The local elections exposed not only massive dissatisfaction with the Tories, but unhappiness with Labour too. With both major parties losing support because neither one can come up with a position on Brexit that will bridge the significant differences among their members, the UK is becoming even less capable of negotiating credibly or competently with the EU.

Thanks to the EU Parliament elections, Nigel Farage is baack…giving Leave extremism a new lease on life. Determined minorities often punch above their weight. Look at the gun lobby and the anti-abortionists in the US. Farage is a mediagenic fount of plausible-sounding but wrongheaded Brexit soundbites. The UK press and public already believe too many false things on the topic of Brexit, and Farage will make sure they take up even more bad ideas. As Chris Grey put it last week:

With the launch of the Brexit Party, a profoundly dangerous and dishonest argument – which has been doing the rounds in Brexiter circles virtually since they won the Referendum – is now being advanced with renewed and growing vigour. Its strength is its simplicity, indeed at the moment it is the entirety of the new party’s pitch: Brexit has been betrayed and democracy thwarted by a remainer parliament and a remainer Prime Minister. It’s a claim which is also, of course, made ad nauseam by Tory Brexiters, and seems to account at least in part for Labour’s continuing Brexit muddle.

Judging by current opinion polls, this argument resonates with, at least, 27% of voters. That figure matters both because it is quite large – certainly enough to bring significant success in the European elections – but also because it is considerably smaller than the 52% who voted to leave the EU. So it probably represents the hard core of the Brexit vote, and consists of people who, most likely, are impervious to any arguments against the ‘democracy betrayed’ argument.

Even if the Brexit Party fails to attract more hard-core Brexit supporters, it will re-energize that faction.

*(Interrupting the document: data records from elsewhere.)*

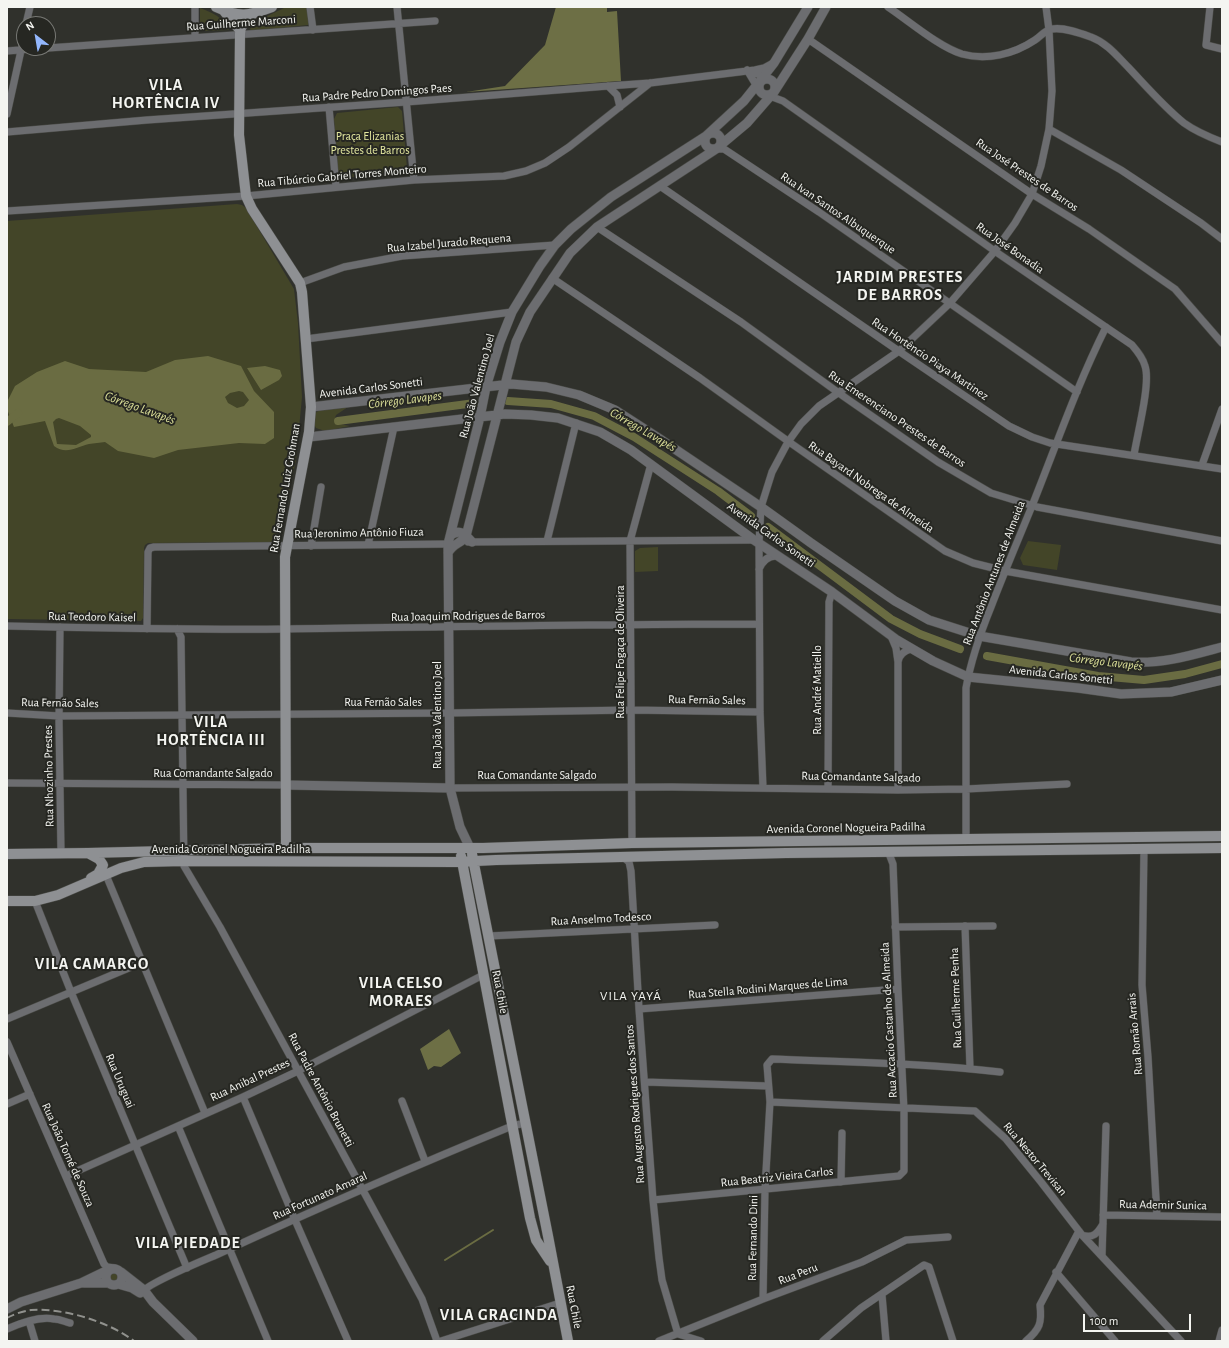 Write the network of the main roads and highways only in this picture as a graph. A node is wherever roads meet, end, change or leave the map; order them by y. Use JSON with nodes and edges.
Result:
{"nodes":[{"id":1,"x":272,"y":7,"type":"edge"},
{"id":2,"x":220,"y":9,"type":"edge"},
{"id":3,"x":253,"y":14,"type":"junction"},
{"id":4,"x":240,"y":32,"type":"junction"},
{"id":5,"x":1222,"y":836,"type":"edge"},
{"id":6,"x":892,"y":840,"type":"junction"},
{"id":7,"x":286,"y":848,"type":"junction"},
{"id":8,"x":465,"y":848,"type":"junction"},
{"id":9,"x":1222,"y":848,"type":"edge"},
{"id":10,"x":893,"y":851,"type":"junction"},
{"id":11,"x":88,"y":853,"type":"junction"},
{"id":12,"x":7,"y":854,"type":"edge"},
{"id":13,"x":183,"y":856,"type":"junction"},
{"id":14,"x":496,"y":860,"type":"junction"},
{"id":15,"x":474,"y":861,"type":"junction"},
{"id":16,"x":461,"y":862,"type":"junction"},
{"id":17,"x":105,"y":870,"type":"junction"},
{"id":18,"x":479,"y":890,"type":"junction"},
{"id":19,"x":7,"y":901,"type":"edge"},
{"id":20,"x":548,"y":1236,"type":"junction"},
{"id":21,"x":536,"y":1240,"type":"junction"},
{"id":22,"x":555,"y":1278,"type":"junction"},
{"id":23,"x":568,"y":1341,"type":"edge"}],
"edges":[{"from":1,"to":3,"type":"main road"},
{"from":2,"to":3,"type":"main road"},
{"from":2,"to":4,"type":"main road"},
{"from":3,"to":4,"type":"main road"},
{"from":4,"to":7,"type":"main road","name":"Rua Fernando Luiz Grohman"},
{"from":5,"to":6,"type":"main road","name":"Avenida Coronel Nogueira Padilha"},
{"from":6,"to":8,"type":"main road","name":"Avenida Coronel Nogueira Padilha"},
{"from":6,"to":10,"type":"main road"},
{"from":7,"to":8,"type":"main road","name":"Avenida Coronel Nogueira Padilha"},
{"from":7,"to":13,"type":"main road","name":"Avenida Coronel Nogueira Padilha"},
{"from":8,"to":15,"type":"main road"},
{"from":8,"to":16,"type":"main road"},
{"from":9,"to":10,"type":"main road","name":"Avenida Coronel Nogueira Padilha"},
{"from":10,"to":14,"type":"main road","name":"Avenida Coronel Nogueira Padilha"},
{"from":11,"to":12,"type":"main road","name":"Avenida Coronel Nogueira Padilha"},
{"from":11,"to":13,"type":"main road","name":"Avenida Coronel Nogueira Padilha"},
{"from":11,"to":17,"type":"main road"},
{"from":13,"to":16,"type":"main road","name":"Avenida Coronel Nogueira Padilha"},
{"from":13,"to":17,"type":"main road","name":"Avenida Coronel Nogueira Padilha"},
{"from":14,"to":15,"type":"main road","name":"Avenida Coronel Nogueira Padilha"},
{"from":14,"to":18,"type":"main road"},
{"from":15,"to":16,"type":"main road","name":"Avenida Coronel Nogueira Padilha"},
{"from":15,"to":18,"type":"main road","name":"Rua Chile"},
{"from":16,"to":21,"type":"main road","name":"Rua Chile"},
{"from":17,"to":19,"type":"main road"},
{"from":18,"to":20,"type":"main road","name":"Rua Chile"},
{"from":20,"to":21,"type":"main road"},
{"from":20,"to":22,"type":"main road","name":"Rua Chile"},
{"from":21,"to":22,"type":"main road","name":"Rua Chile"},
{"from":22,"to":23,"type":"main road","name":"Rua Chile"}]} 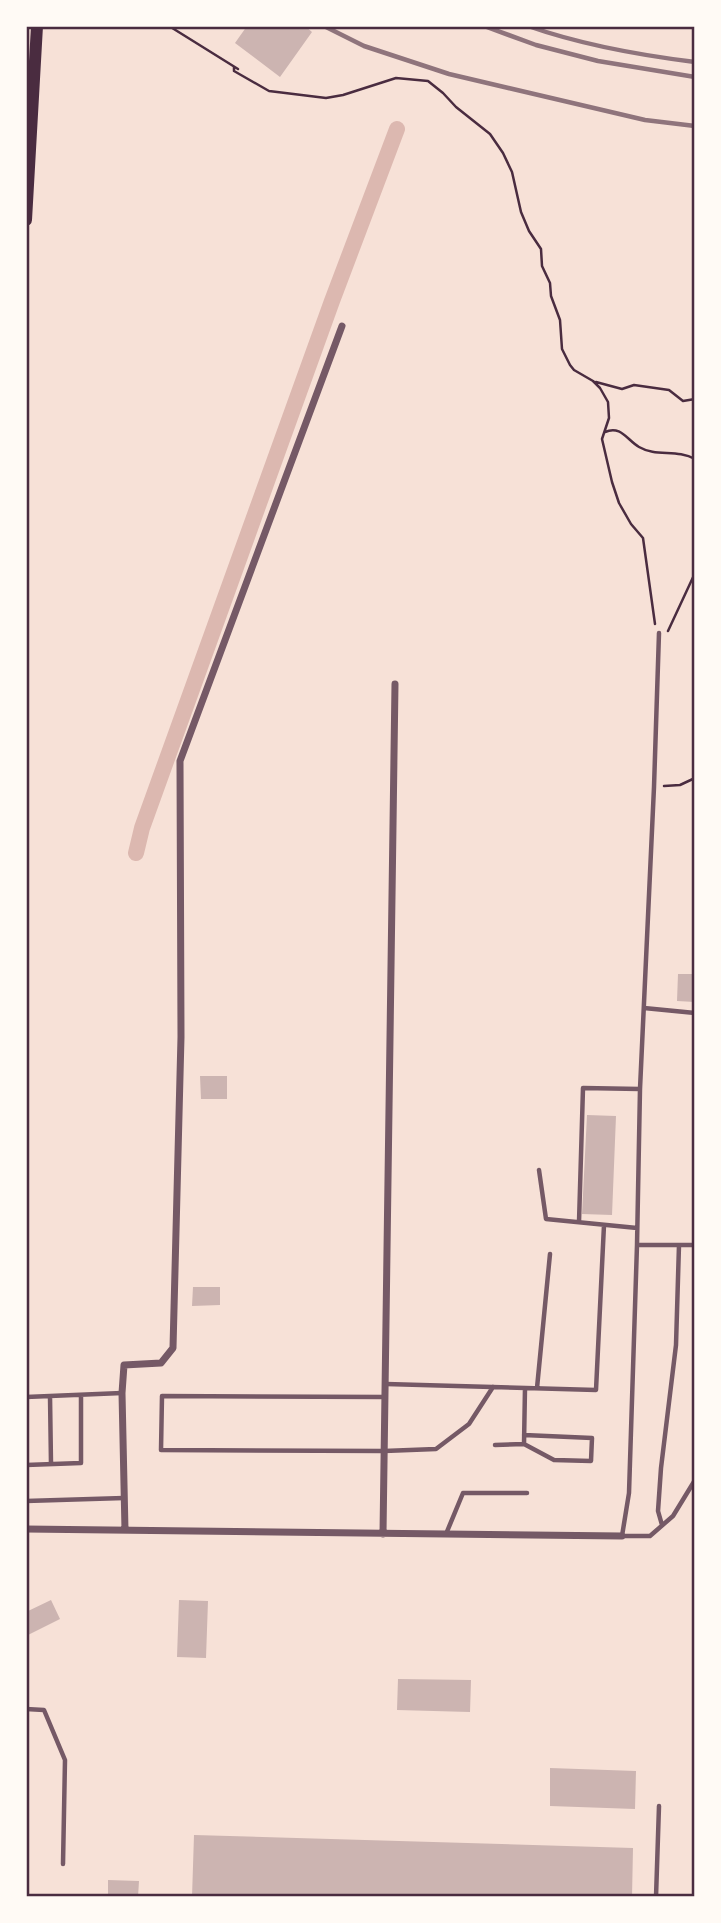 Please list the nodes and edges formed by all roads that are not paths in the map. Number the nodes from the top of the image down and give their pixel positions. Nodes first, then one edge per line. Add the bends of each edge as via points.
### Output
1 (37, 26) edge
2 (35, 61) junction
3 (26, 72) edge
4 (26, 220) edge
5 (342, 326) dead end
6 (659, 633) road end
7 (395, 684) dead end
8 (644, 1008) junction
9 (695, 1013) edge
10 (640, 1089) junction
11 (539, 1170) dead end
12 (579, 1222) junction
13 (604, 1225) junction
14 (637, 1228) junction
15 (637, 1245) junction
16 (679, 1245) junction
17 (695, 1245) edge
18 (550, 1254) dead end
19 (386, 1384) junction
20 (493, 1387) junction
21 (525, 1388) junction
22 (537, 1388) junction
23 (122, 1393) junction
24 (81, 1395) junction
25 (50, 1396) junction
26 (26, 1397) edge
27 (385, 1397) junction
28 (524, 1435) junction
29 (524, 1444) junction
30 (495, 1445) dead end
31 (384, 1451) junction
32 (51, 1464) junction
33 (26, 1465) edge
34 (695, 1480) edge
35 (527, 1493) dead end
36 (124, 1497) junction
37 (26, 1501) edge
38 (663, 1525) junction
39 (26, 1529) edge
40 (125, 1530) junction
41 (383, 1534) junction
42 (446, 1534) junction
43 (622, 1536) junction
44 (26, 1709) edge
45 (659, 1805) dead end
46 (63, 1864) dead end
47 (656, 1897) edge

1 - 2 main road
2 - 3 lane
2 - 4 main road
5 - 23 street via 180,761 181,1037 173,1348 161,1363 124,1365
6 - 8 lane
7 - 19 street
8 - 9 lane
8 - 10 lane
10 - 12 lane via 583,1088
10 - 14 lane
11 - 12 lane via 546,1219
12 - 13 lane
13 - 14 lane
13 - 22 lane via 596,1390
14 - 15 lane
15 - 16 lane
15 - 43 lane via 629,1493
16 - 17 lane
16 - 38 lane via 676,1345 658,1511
18 - 22 lane
19 - 20 lane
19 - 27 street
20 - 21 lane
20 - 31 lane via 469,1424 436,1449
21 - 22 lane
21 - 28 lane
23 - 24 lane
23 - 36 street
24 - 25 lane
24 - 32 lane via 81,1463
25 - 26 lane
25 - 32 lane
27 - 31 street
27 - 31 lane via 162,1396 161,1450
28 - 29 lane
28 - 29 lane via 592,1438 591,1461 554,1460
29 - 30 lane
31 - 41 street
32 - 33 lane
34 - 38 lane
35 - 42 lane via 463,1493
36 - 37 lane
36 - 40 street
38 - 43 lane via 650,1536
39 - 40 street
40 - 41 street
41 - 42 street
42 - 43 street
44 - 46 lane via 44,1710 65,1760
45 - 47 lane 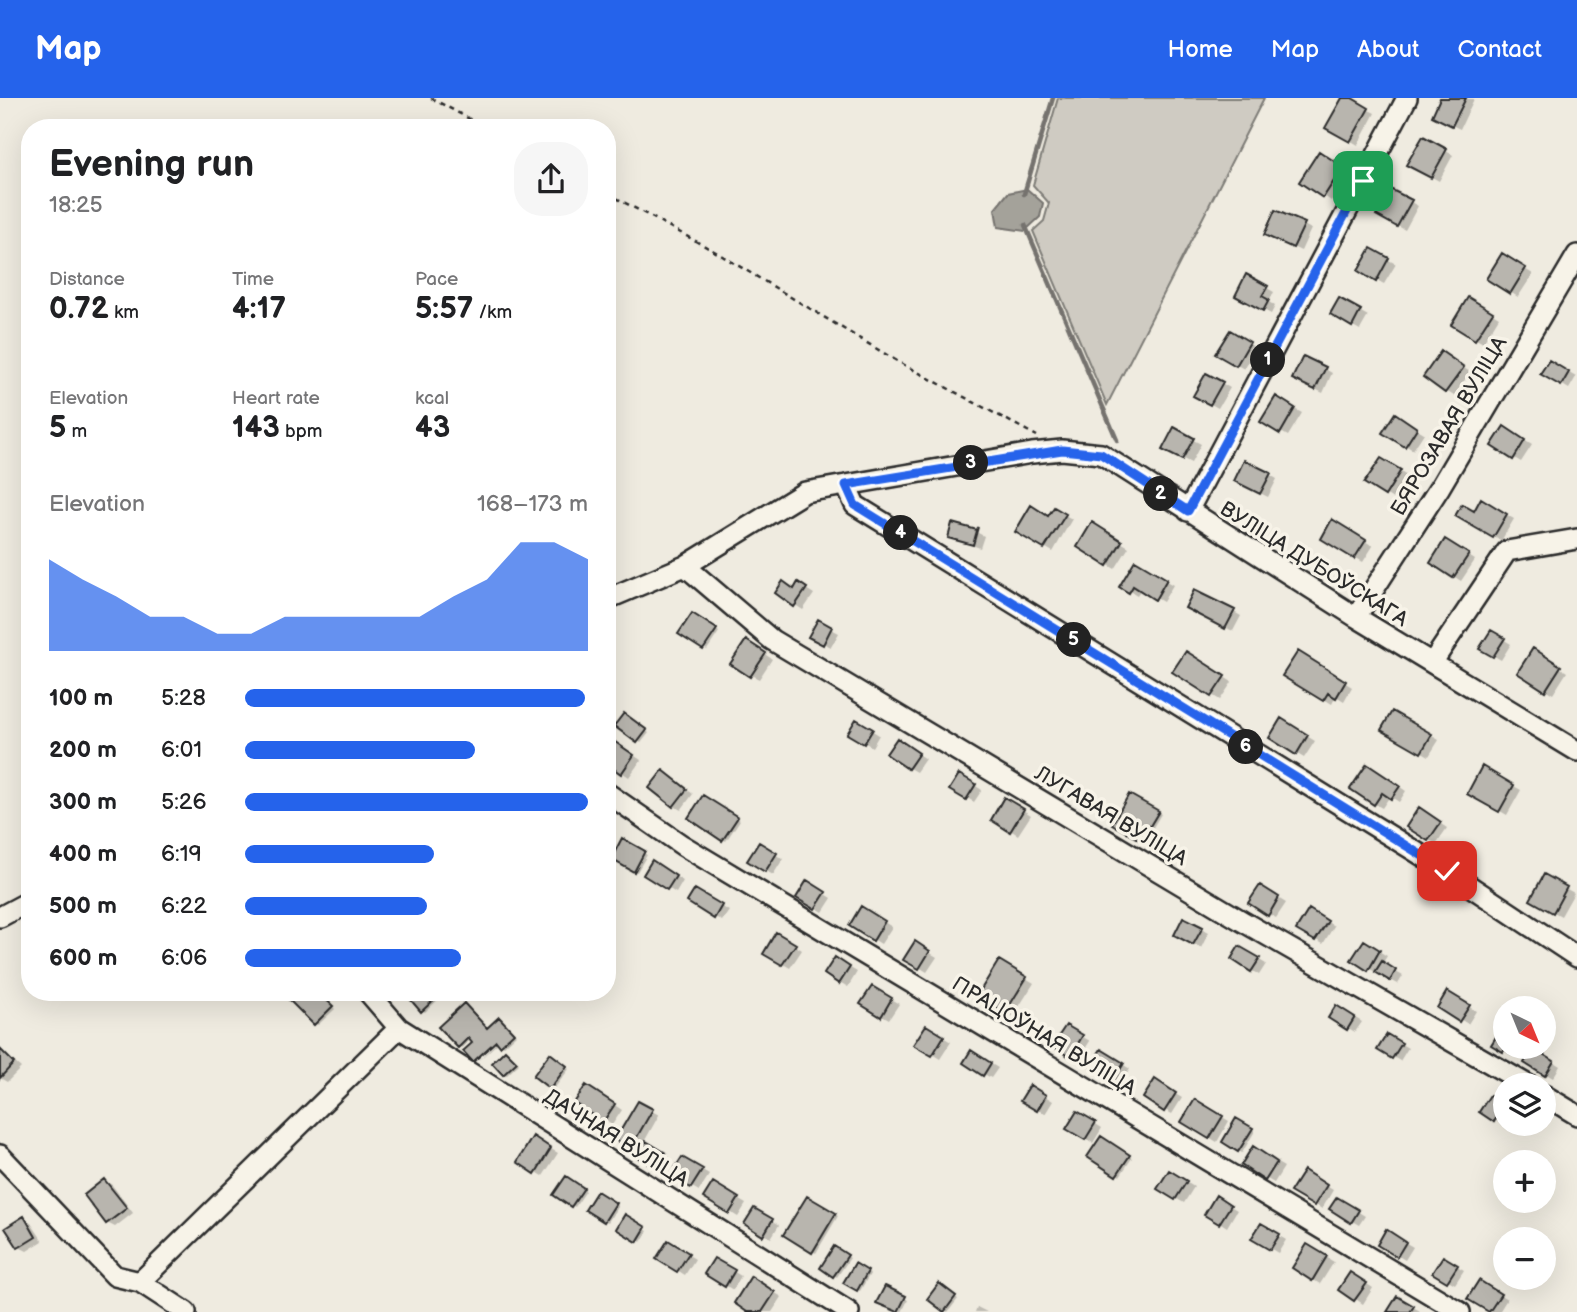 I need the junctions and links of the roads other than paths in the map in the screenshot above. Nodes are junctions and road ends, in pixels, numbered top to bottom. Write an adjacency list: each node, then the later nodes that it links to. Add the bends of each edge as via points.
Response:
1 (1407, 98): 4 (street)
2 (1577, 255): 8 (street, БЯРОЗАВАЯ ВУЛІЦА, via 1440,487)
3 (846, 485): 4 (street, ВУЛІЦА ДУБОЎСКАГА, via 1062,450 1101,454); 6 (street, ВУЛІЦА ДУБОЎСКАГА, via 806,492); 14 (street, via 855,505 1447,871)
4 (1188, 511): 8 (street, ВУЛІЦА ДУБОЎСКАГА)
5 (1577, 538): 9 (street, via 1507,551)
6 (685, 566): 7 (street, ВУЛІЦА ДУБОЎСКАГА); 17 (street, ЛУГАВАЯ ВУЛІЦА, via 772,640 1230,914)
7 (616, 595)
8 (1356, 617): 9 (street, ВУЛІЦА ДУБОЎСКАГА)
9 (1432, 663): 10 (street, ВУЛІЦА ДУБОЎСКАГА)
10 (1577, 751)
11 (616, 799): 24 (street, ПРАЦОЎНАЯ ВУЛІЦА, via 682,845)
12 (21, 906): 13 (street)
13 (0, 917)
14 (1577, 957)
15 (376, 1001): 16 (street, ДАЧНАЯ ВУЛІЦА)
16 (399, 1028): 21 (street); 23 (street, ДАЧНАЯ ВУЛІЦА)
17 (1507, 1073)
18 (1556, 1102): 19 (street)
19 (1577, 1115)
20 (0, 1155): 21 (street, via 115,1276)
21 (140, 1282): 22 (street)
22 (186, 1312)
23 (849, 1312)
24 (1460, 1312)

And since the press loves conflict, these radicals are likely to get more than their fair share of air time.

The press and MPs continue to appear utterly confused about timing and process. All the debate about a customs union, labor rights, and other hard v. soft Brexit issues are moot until the UK passes the Withdrawal Agreement. Those issues come under the non-binding Political Declaration and won’t be negotiated in any detail or seriousness until the UK is out of the EU, as in has entered into the transition period. When May is finally displaced, which will happen by this December at the latest, there’s no reason to think that even any positions staked out in the Political Declaration will stick.

And also recall another point made only very intermittently in Brexit commentary…if you thought the EU played the UK during the Withdrawal Agreement negotiations, you ain’t seen nuthin’ yet. The post-transition trade deal will be vastly more complex and hard fought.

Again, to stress what ought to be obvious, no passage of the Withdrawal Agreement, no going forward. The EU has made clear it’s not ceding ground on the backstop. So despite all of the chatter among MPs about Norway and a customs union and other bright-sounding ideas for preserving frictionless trade, the UK will remain in a Brexit zombie state until it approves the Withdrawal Agreement.

Yes, the UK could in theory revoke Article 50. But have you noticed that that remains a taboo topic in the media? And on the referendum front, the barmy abdication of Parliamentary duty called a confirmatory referendum (of the Political Declaration + Withdrawal Agreement?) which won’t open up any new options, is now competing with a Second Referendum, which is the only viable political path to get to an Article 50 revocation. But even if MPs had been willing to back a Second Referendum, the EU didn’t grant a long enough extension to allow that to occur.

As Richard North pointed out:

We are still left with the task of negotiating the real deal – the future relationship with the European Union.

But, if we get the full two-year extension, that brings us to the end of 2022, while the next general election is scheduled to be held on 5 May of the same year. That means that the final deal will not be agreed by this government.

Assuming that Labour has a chance of winning, the next government could be led by Mr Corbyn and it could be him that sets the final terms.

Unfortunately, there’s another way of reading the timetable: that the UK is very likely to be “not agreement capable.” The Tories are coming apart as a party. 2022 is likely to bring a Labour win or yet another hamstrung coalition government….which the Fixed Term Parliaments Act perversely would shore up. So an incoming government could tear up substantial portions of a deal underway when the time to stitch up new terms and get the needed legislative approvals would be impossibly tight.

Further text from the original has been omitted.